## Exercise details
Only the line containing "I am building a map index. What" and the lines after it, through the end of the data below, are to be returned, each exactly as it stands.
-- Source material follows --
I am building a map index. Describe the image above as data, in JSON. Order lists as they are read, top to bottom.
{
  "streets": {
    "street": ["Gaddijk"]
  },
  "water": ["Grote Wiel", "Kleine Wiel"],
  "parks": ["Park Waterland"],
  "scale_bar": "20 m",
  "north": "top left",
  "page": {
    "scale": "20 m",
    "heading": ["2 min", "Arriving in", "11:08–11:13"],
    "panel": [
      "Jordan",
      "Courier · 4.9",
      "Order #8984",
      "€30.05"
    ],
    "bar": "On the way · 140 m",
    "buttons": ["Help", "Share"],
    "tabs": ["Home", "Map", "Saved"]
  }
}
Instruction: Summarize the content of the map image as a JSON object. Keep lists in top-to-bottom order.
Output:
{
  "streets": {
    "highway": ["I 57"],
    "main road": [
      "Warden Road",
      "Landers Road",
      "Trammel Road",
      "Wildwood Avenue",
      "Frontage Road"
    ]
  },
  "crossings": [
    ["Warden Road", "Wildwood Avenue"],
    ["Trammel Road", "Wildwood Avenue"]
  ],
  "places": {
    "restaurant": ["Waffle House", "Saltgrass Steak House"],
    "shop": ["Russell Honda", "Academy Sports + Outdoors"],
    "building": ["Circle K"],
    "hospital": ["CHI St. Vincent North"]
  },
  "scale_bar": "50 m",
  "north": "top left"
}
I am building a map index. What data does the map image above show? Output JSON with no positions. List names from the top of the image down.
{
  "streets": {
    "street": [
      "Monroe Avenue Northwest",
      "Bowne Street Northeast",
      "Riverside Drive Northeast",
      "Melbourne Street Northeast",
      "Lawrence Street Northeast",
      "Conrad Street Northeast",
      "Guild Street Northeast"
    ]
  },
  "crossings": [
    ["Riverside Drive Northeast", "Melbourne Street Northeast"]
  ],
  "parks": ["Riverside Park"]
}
-- Source material concluded --
## Exercise response
I am building a map index. What data does the map image above show? Output JSON with no positions. List names from the top of the image down.
{
  "streets": {
    "street": [
      "Monroe Avenue Northwest",
      "Bowne Street Northeast",
      "Riverside Drive Northeast",
      "Melbourne Street Northeast",
      "Lawrence Street Northeast",
      "Conrad Street Northeast",
      "Guild Street Northeast"
    ]
  },
  "crossings": [
    ["Riverside Drive Northeast", "Melbourne Street Northeast"]
  ],
  "parks": ["Riverside Park"]
}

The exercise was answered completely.